What you return should match the entries below exactly, only without the images.

==== Information provided ====

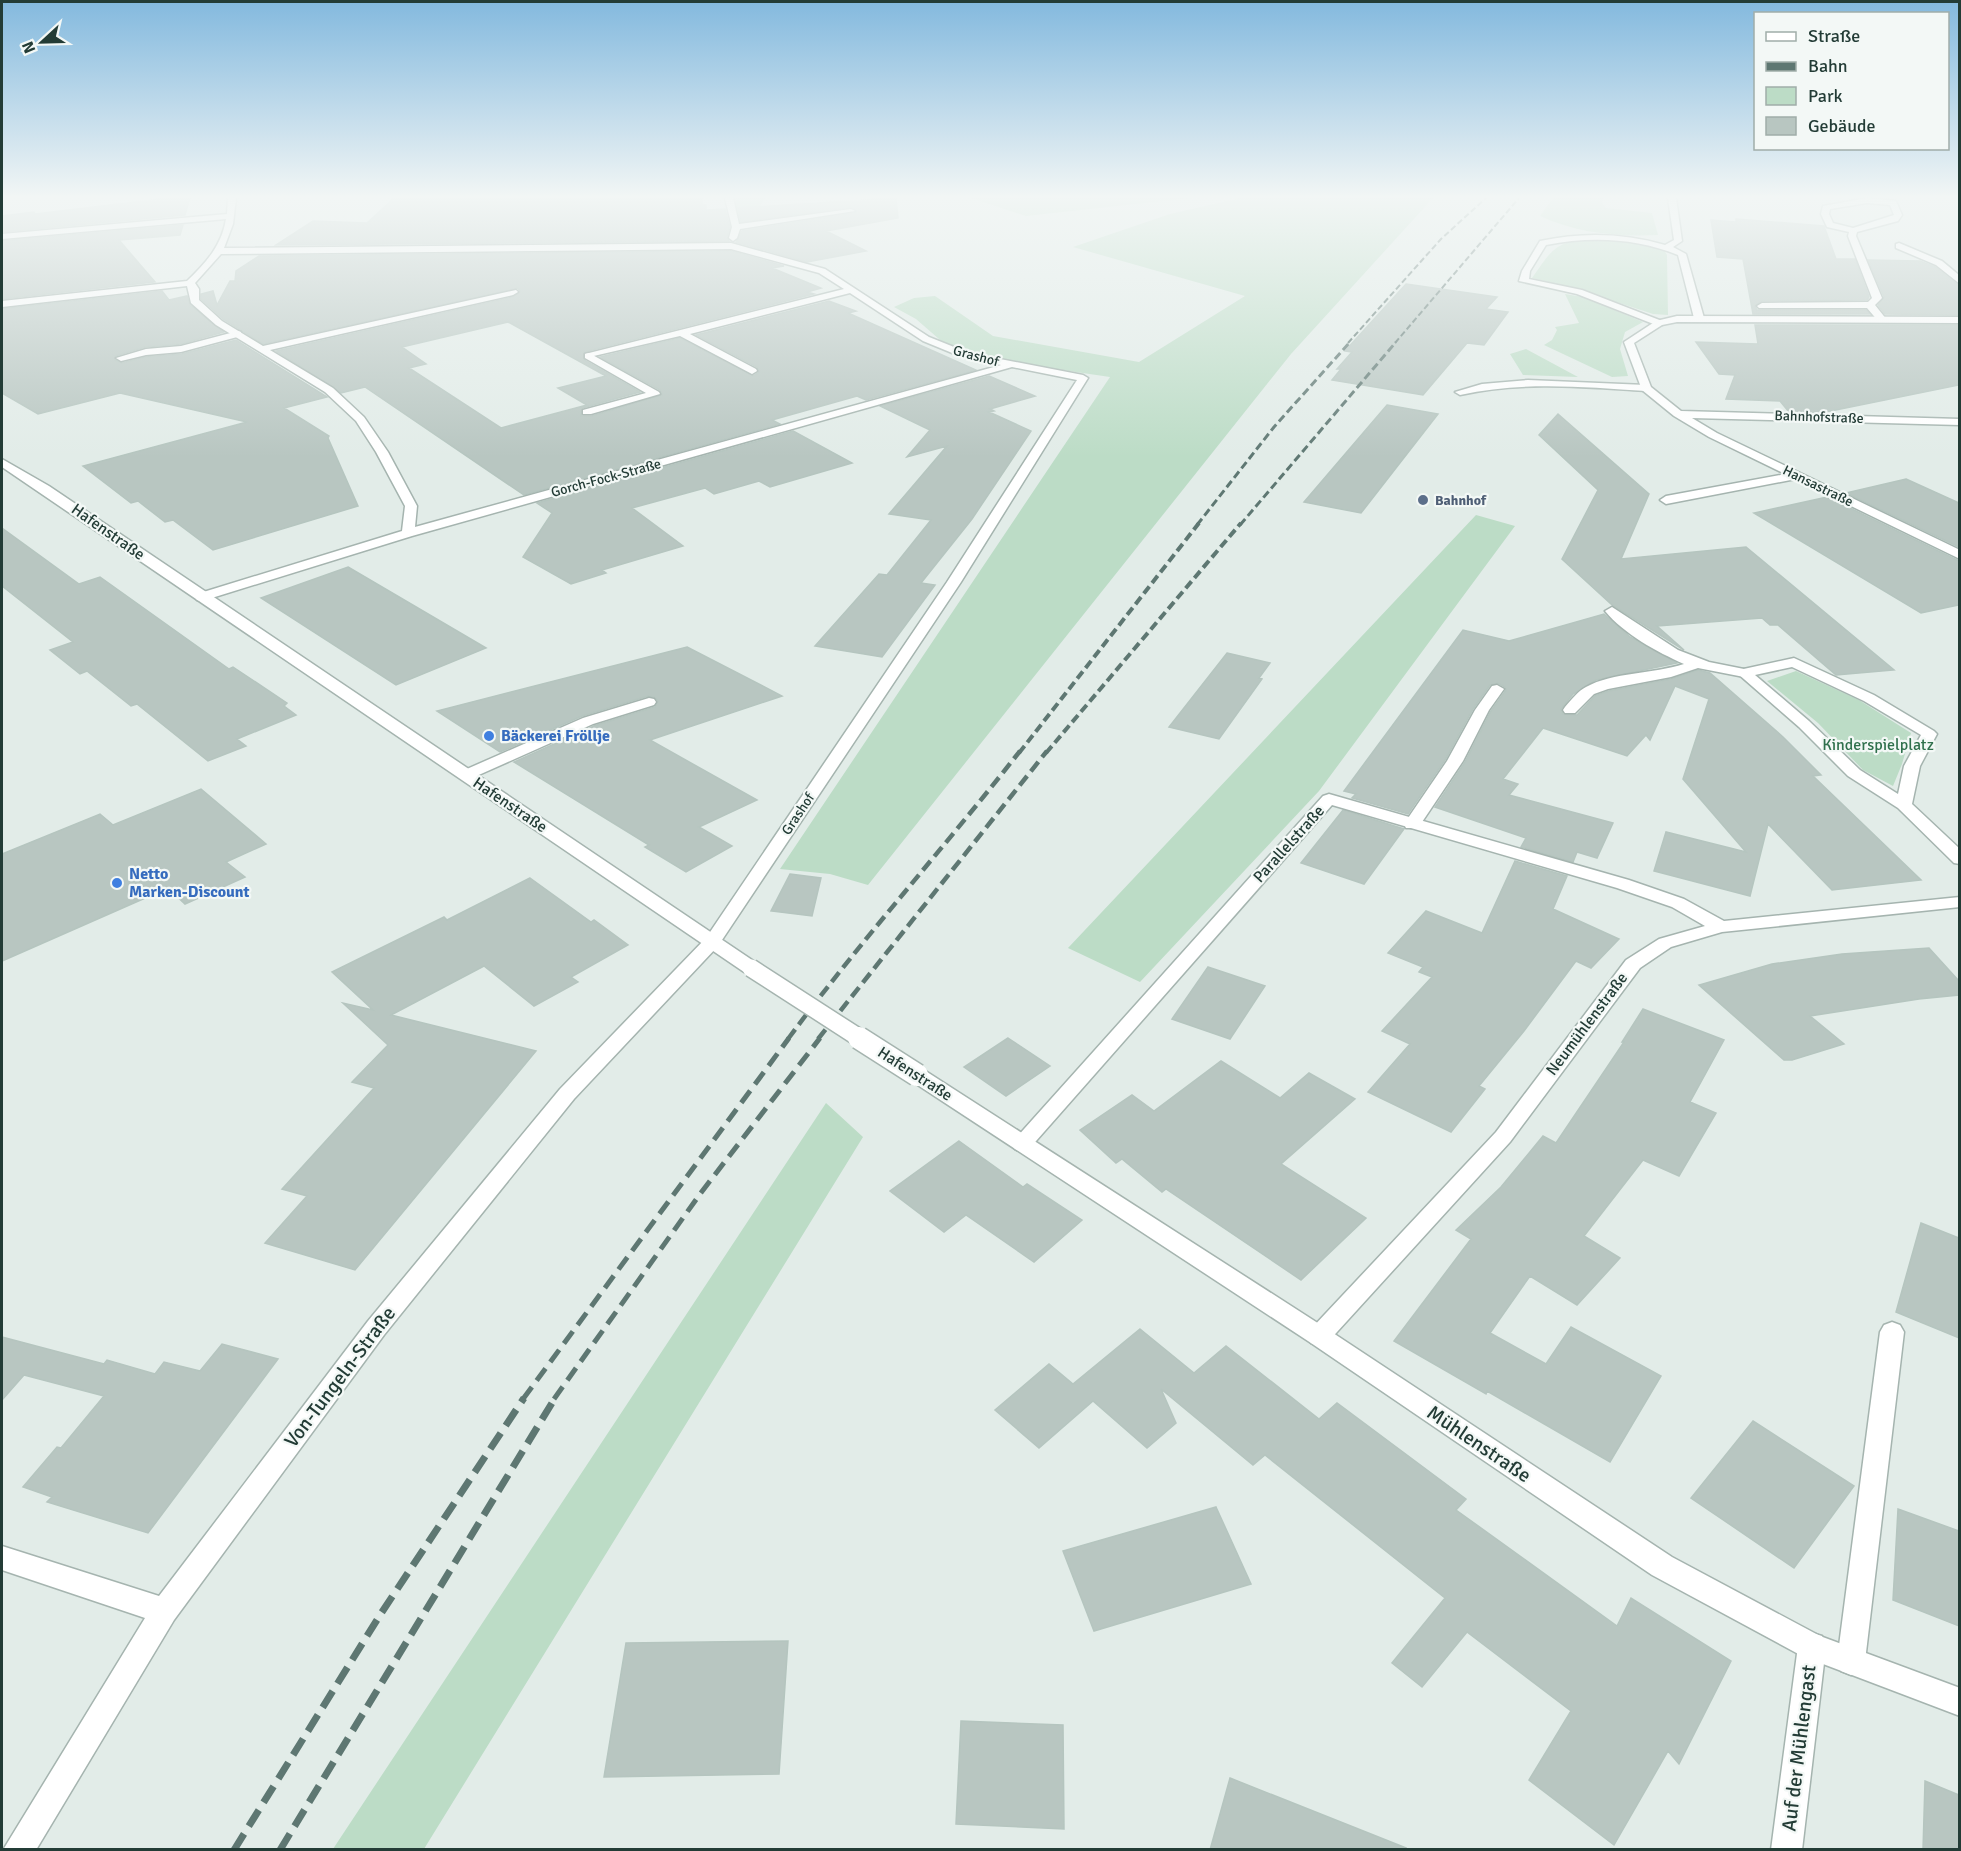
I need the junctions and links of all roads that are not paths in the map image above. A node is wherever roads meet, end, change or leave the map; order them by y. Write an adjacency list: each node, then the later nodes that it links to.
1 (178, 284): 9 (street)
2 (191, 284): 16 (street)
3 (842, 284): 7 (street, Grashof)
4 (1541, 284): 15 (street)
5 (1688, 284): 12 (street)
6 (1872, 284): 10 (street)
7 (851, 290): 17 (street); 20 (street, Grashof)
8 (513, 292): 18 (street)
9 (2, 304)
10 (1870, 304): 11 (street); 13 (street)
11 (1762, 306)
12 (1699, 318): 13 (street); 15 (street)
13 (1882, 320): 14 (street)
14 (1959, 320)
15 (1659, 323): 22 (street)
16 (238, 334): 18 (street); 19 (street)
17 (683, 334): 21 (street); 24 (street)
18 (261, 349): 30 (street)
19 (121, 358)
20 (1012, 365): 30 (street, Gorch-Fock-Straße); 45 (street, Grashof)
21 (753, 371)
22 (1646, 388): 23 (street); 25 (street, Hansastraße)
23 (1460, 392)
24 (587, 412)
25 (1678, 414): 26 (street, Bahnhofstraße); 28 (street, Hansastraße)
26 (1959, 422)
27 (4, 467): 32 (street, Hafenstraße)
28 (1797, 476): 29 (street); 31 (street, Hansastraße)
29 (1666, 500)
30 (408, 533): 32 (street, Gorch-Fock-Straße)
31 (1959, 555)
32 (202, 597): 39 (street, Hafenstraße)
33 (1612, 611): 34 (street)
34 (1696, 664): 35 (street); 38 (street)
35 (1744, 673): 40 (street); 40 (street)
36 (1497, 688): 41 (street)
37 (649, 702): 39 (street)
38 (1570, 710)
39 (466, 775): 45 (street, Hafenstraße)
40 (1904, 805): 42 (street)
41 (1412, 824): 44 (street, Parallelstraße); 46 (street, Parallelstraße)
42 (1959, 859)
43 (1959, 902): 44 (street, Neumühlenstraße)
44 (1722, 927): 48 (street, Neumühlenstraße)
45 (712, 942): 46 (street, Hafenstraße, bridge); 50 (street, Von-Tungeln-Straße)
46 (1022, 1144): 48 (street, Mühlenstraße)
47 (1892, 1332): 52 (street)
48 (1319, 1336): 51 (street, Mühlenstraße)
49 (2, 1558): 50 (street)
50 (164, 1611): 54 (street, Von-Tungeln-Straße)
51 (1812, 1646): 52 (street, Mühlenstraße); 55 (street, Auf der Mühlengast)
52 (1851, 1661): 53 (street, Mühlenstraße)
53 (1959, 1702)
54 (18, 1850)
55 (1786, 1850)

====

## Solution to the exercise
I need the junctions and links of all roads that are not paths in the map image above. A node is wherever roads meet, end, change or leave the map; order them by y. Write an adjacency list: each node, then the later nodes that it links to.
1 (178, 284): 9 (street)
2 (191, 284): 16 (street)
3 (842, 284): 7 (street, Grashof)
4 (1541, 284): 15 (street)
5 (1688, 284): 12 (street)
6 (1872, 284): 10 (street)
7 (851, 290): 17 (street); 20 (street, Grashof)
8 (513, 292): 18 (street)
9 (2, 304)
10 (1870, 304): 11 (street); 13 (street)
11 (1762, 306)
12 (1699, 318): 13 (street); 15 (street)
13 (1882, 320): 14 (street)
14 (1959, 320)
15 (1659, 323): 22 (street)
16 (238, 334): 18 (street); 19 (street)
17 (683, 334): 21 (street); 24 (street)
18 (261, 349): 30 (street)
19 (121, 358)
20 (1012, 365): 30 (street, Gorch-Fock-Straße); 45 (street, Grashof)
21 (753, 371)
22 (1646, 388): 23 (street); 25 (street, Hansastraße)
23 (1460, 392)
24 (587, 412)
25 (1678, 414): 26 (street, Bahnhofstraße); 28 (street, Hansastraße)
26 (1959, 422)
27 (4, 467): 32 (street, Hafenstraße)
28 (1797, 476): 29 (street); 31 (street, Hansastraße)
29 (1666, 500)
30 (408, 533): 32 (street, Gorch-Fock-Straße)
31 (1959, 555)
32 (202, 597): 39 (street, Hafenstraße)
33 (1612, 611): 34 (street)
34 (1696, 664): 35 (street); 38 (street)
35 (1744, 673): 40 (street); 40 (street)
36 (1497, 688): 41 (street)
37 (649, 702): 39 (street)
38 (1570, 710)
39 (466, 775): 45 (street, Hafenstraße)
40 (1904, 805): 42 (street)
41 (1412, 824): 44 (street, Parallelstraße); 46 (street, Parallelstraße)
42 (1959, 859)
43 (1959, 902): 44 (street, Neumühlenstraße)
44 (1722, 927): 48 (street, Neumühlenstraße)
45 (712, 942): 46 (street, Hafenstraße, bridge); 50 (street, Von-Tungeln-Straße)
46 (1022, 1144): 48 (street, Mühlenstraße)
47 (1892, 1332): 52 (street)
48 (1319, 1336): 51 (street, Mühlenstraße)
49 (2, 1558): 50 (street)
50 (164, 1611): 54 (street, Von-Tungeln-Straße)
51 (1812, 1646): 52 (street, Mühlenstraße); 55 (street, Auf der Mühlengast)
52 (1851, 1661): 53 (street, Mühlenstraße)
53 (1959, 1702)
54 (18, 1850)
55 (1786, 1850)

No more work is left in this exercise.